#### [Goal of the exercise]
Of the lines below, write out exactly those from the line with "We use a</text>" through the line with "We help you</text>", both included, and skip the rest.

#### [Data supplied]

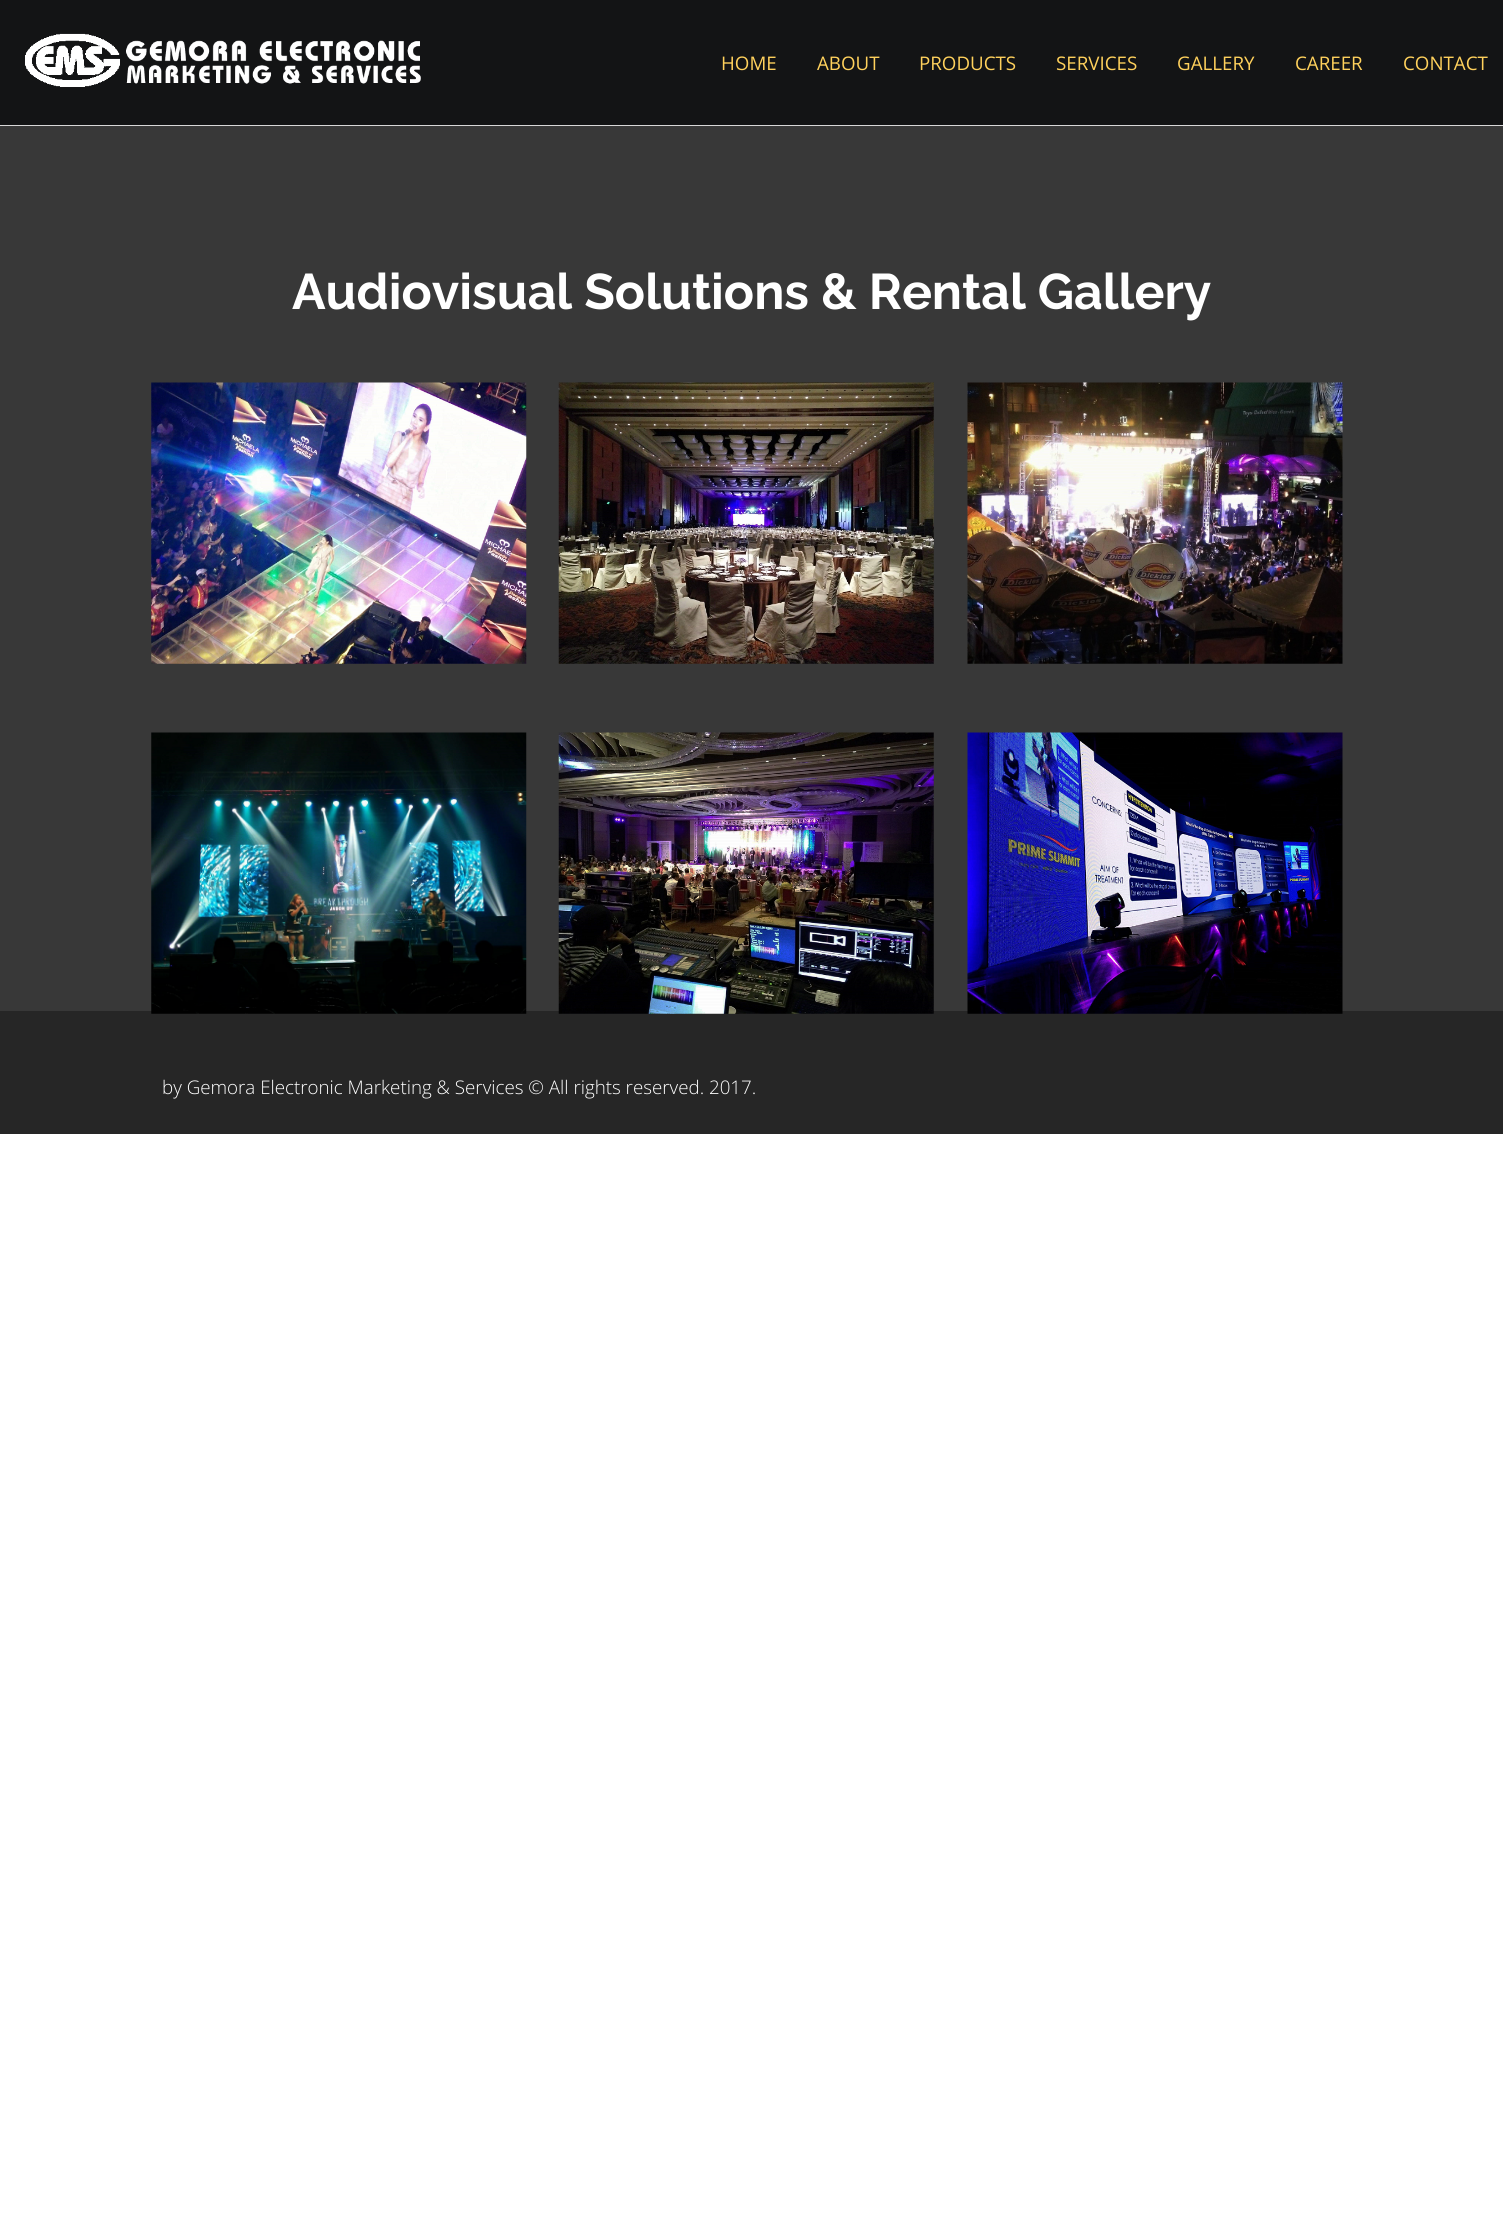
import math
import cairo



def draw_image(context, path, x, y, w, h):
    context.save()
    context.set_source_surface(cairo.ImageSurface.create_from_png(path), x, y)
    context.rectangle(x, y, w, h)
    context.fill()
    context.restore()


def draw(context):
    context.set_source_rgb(1, 1, 1)
    context.paint()
    context.set_source_rgb(19 / 255, 20 / 255, 21 / 255)
    context.rectangle(0, 0, 1503, 125)
    context.fill()
    context.set_source_rgb(216 / 255, 216 / 255, 216 / 255)
    context.rectangle(0, 125, 1503, 1)
    context.fill()
    draw_image(context, "images/1.png", 25, 33, 396, 54)
    context.set_source_rgb(56 / 255, 56 / 255, 56 / 255)
    context.rectangle(0, 126, 1503, 885)
    context.fill()
    draw_image(context, "images/2.png", 151, 382, 376, 282)
    draw_image(context, "images/3.png", 558, 382, 376, 282)
    draw_image(context, "images/4.png", 967, 382, 376, 282)
    context.set_source_rgb(38 / 255, 38 / 255, 38 / 255)
    context.rectangle(0, 1011, 1503, 123)
    context.fill()
    draw_image(context, "images/5.png", 151, 732, 376, 282)
    draw_image(context, "images/6.png", 558, 732, 376, 282)
    draw_image(context, "images/7.png", 967, 732, 376, 282)
    context.select_font_face("Open Sans")
    context.set_font_size(18.75)
    context.set_source_rgb(1, 209 / 255, 92 / 255)
    context.move_to(721, 70)
    context.show_text("HOME")
    context.move_to(817, 70)
    context.show_text("ABOUT")
    context.move_to(919, 70)
    context.show_text("PRODUCTS")
    context.move_to(1056, 70)
    context.show_text("SERVICES")
    context.move_to(1177, 70)
    context.show_text("GALLERY")
    context.move_to(1295, 70)
    context.show_text("CAREER")
    context.move_to(1403, 70)
    context.show_text("CONTACT")
    context.select_font_face("Raleway", cairo.FontSlant.NORMAL, cairo.FontWeight.BOLD)
    context.set_font_size(50)
    context.set_source_rgb(1, 1, 1)
    context.move_to(292, 309)
    context.show_text("Audiovisual Solutions & Rental Gallery")
    context.select_font_face("Open Sans Light")
    context.set_font_size(18.75)
    context.move_to(162, 1094)
    context.show_text("by Gemora Electronic Marketing & Services © All rights reserved. 2017.")


surface = cairo.ImageSurface(cairo.Format.RGB24, 1503, 2221)
context = cairo.Context(surface)
options = cairo.FontOptions()
options.set_hint_metrics(cairo.HintMetrics.OFF)
options.set_hint_style(cairo.HintStyle.NONE)
context.set_font_options(options)
context.set_miter_limit(4)
draw(context)
surface.write_to_png("out.png")
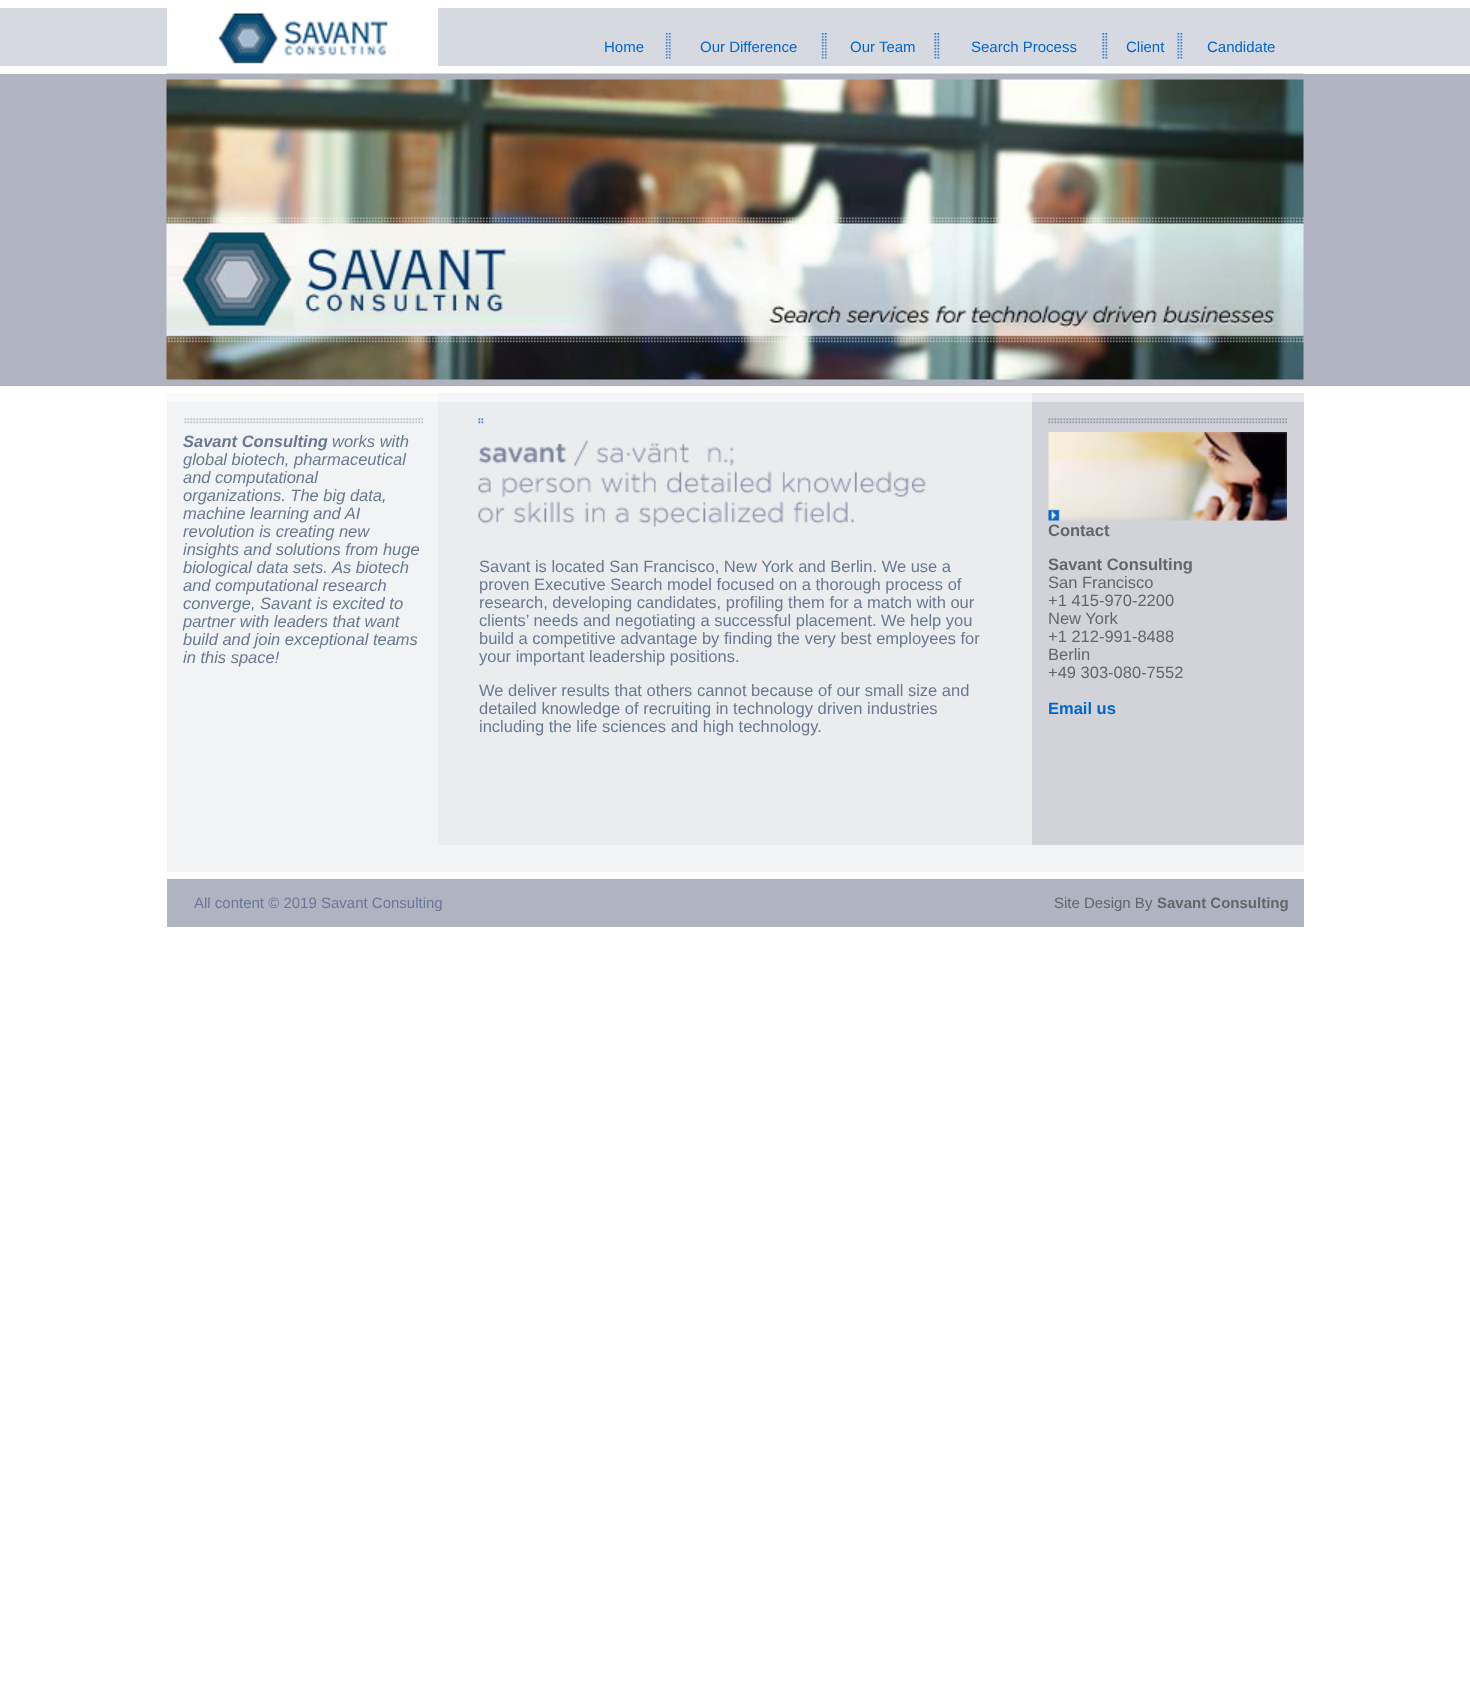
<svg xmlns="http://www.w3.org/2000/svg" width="1470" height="1683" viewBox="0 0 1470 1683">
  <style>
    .t1 { font: 15px Liberation Sans; fill: #06c; }
    .t2 { font: italic bold 16.5px Liberation Sans; fill: #697993; }
    .t3 { font: italic 16.5px Liberation Sans; fill: #697993; }
    .t4 { font: 16.5px Liberation Sans; fill: #697993; }
    .t5 { font: bold 16.5px Liberation Sans; fill: #656668; }
    .t6 { font: 16.5px Liberation Sans; fill: #656668; }
    .t7 { font: bold 16.5px Liberation Sans; fill: #06c; }
    .t8 { font: 15px Liberation Sans; fill: #6a7799; }
    .t9 { font: 15px Liberation Sans; fill: #656668; }
    .t10 { font: bold 15px Liberation Sans; fill: #656668; }
  </style>
  <rect width="100%" height="100%" fill="#fff"/>
  <rect x="0" y="8" width="1470" height="58" fill="#d6d9e0"/>
  <rect x="167" y="8" width="271" height="58" fill="#fff"/>
  <image x="218" y="13" width="170" height="51" href="images/1.png"/>
  <text x="604" y="52" class="t1">Home</text>
  <image x="665" y="33" width="6" height="26" href="images/2.png"/>
  <text x="700" y="52" class="t1">Our Difference</text>
  <image x="821" y="33" width="6" height="26" href="images/2.png"/>
  <text x="850" y="52" class="t1">Our Team</text>
  <image x="934" y="33" width="6" height="26" href="images/3.png"/>
  <text x="971" y="52" class="t1">Search Process</text>
  <image x="1102" y="33" width="6" height="26" href="images/3.png"/>
  <text x="1126" y="52" class="t1">Client</text>
  <image x="1177" y="33" width="6" height="26" href="images/4.png"/>
  <text x="1207" y="52" class="t1">Candidate</text>
  <rect x="0" y="74" width="1470" height="312" fill="#b0b4c0"/>
  <image x="166" y="73" width="1138" height="313" href="images/5.png"/>
  <rect x="167" y="393" width="271" height="9" fill="#fafafa"/>
  <rect x="438" y="393" width="594" height="9" fill="#f6f6f8"/>
  <rect x="1032" y="393" width="272" height="9" fill="#e9e8ed"/>
  <rect x="167" y="402" width="271" height="443" fill="#f2f3f5"/>
  <image x="184" y="418" width="239" height="6" href="images/6.png"/>
  <text x="183" y="447" class="t2">Savant Consulting</text>
  <text x="332" y="447" class="t3">works with</text>
  <text x="183" y="465" class="t3">global biotech, pharmaceutical</text>
  <text x="183" y="483" class="t3">and computational</text>
  <text x="183" y="501" class="t3">organizations. The big data,</text>
  <text x="183" y="519" class="t3">machine learning and AI</text>
  <text x="183" y="537" class="t3">revolution is creating new</text>
  <text x="183" y="555" class="t3">insights and solutions from huge</text>
  <text x="183" y="573" class="t3">biological data sets. As biotech</text>
  <text x="183" y="591" class="t3">and computational research</text>
  <text x="183" y="609" class="t3">converge, Savant is excited to</text>
  <text x="183" y="627" class="t3">partner with leaders that want</text>
  <text x="183" y="645" class="t3">build and join exceptional teams</text>
  <text x="183" y="663" class="t3">in this space!</text>
  <rect x="438" y="402" width="594" height="443" fill="#ebecee"/>
  <image x="478" y="418" width="6" height="6" href="images/7.png"/>
  <image x="478" y="439" width="448" height="88" href="images/8.png"/>
  <text x="479" y="572" class="t4">Savant is located San Francisco, New York and Berlin. We use a</text>
  <text x="479" y="590" class="t4">proven Executive Search model focused on a thorough process of</text>
  <text x="479" y="608" class="t4">research, developing candidates, profiling them for a match with our</text>
  <text x="479" y="626" class="t4">clients’ needs and negotiating a successful placement. We help you</text>
  <text x="479" y="644" class="t4">build a competitive advantage by finding the very best employees for</text>
  <text x="479" y="662" class="t4">your important leadership positions.</text>
  <text x="479" y="696" class="t4">We deliver results that others cannot because of our small size and</text>
  <text x="479" y="714" class="t4">detailed knowledge of recruiting in technology driven industries</text>
  <text x="479" y="732" class="t4">including the life sciences and high technology.</text>
  <rect x="1032" y="402" width="272" height="443" fill="#d2d3d8"/>
  <image x="1048" y="418" width="239" height="6" href="images/9.png"/>
  <image x="1048" y="432" width="239" height="89" href="images/10.png"/>
  <text x="1048" y="536" class="t5">Contact</text>
  <text x="1048" y="570" class="t5">Savant Consulting</text>
  <text x="1048" y="588" class="t6">San Francisco</text>
  <text x="1048" y="606" class="t6">+1 415-970-2200</text>
  <text x="1048" y="624" class="t6">New York</text>
  <text x="1048" y="642" class="t6">+1 212-991-8488</text>
  <text x="1048" y="660" class="t6">Berlin</text>
  <text x="1048" y="678" class="t6">+49 303-080-7552</text>
  <text x="1048" y="714" class="t7">Email us</text>
  <rect x="167" y="845" width="1137" height="27" fill="#f2f3f5"/>
  <rect x="167" y="879" width="1137" height="48" fill="#b0b4c0"/>
  <text x="194" y="908" class="t8">All content © 2019 Savant Consulting</text>
  <text x="1054" y="908" class="t9">Site Design By</text>
  <text x="1157" y="908" class="t10">Savant Consulting</text>
</svg>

#### [Finished exercise]
  <text x="479" y="572" class="t4">Savant is located San Francisco, New York and Berlin. We use a</text>
  <text x="479" y="590" class="t4">proven Executive Search model focused on a thorough process of</text>
  <text x="479" y="608" class="t4">research, developing candidates, profiling them for a match with our</text>
  <text x="479" y="626" class="t4">clients’ needs and negotiating a successful placement. We help you</text>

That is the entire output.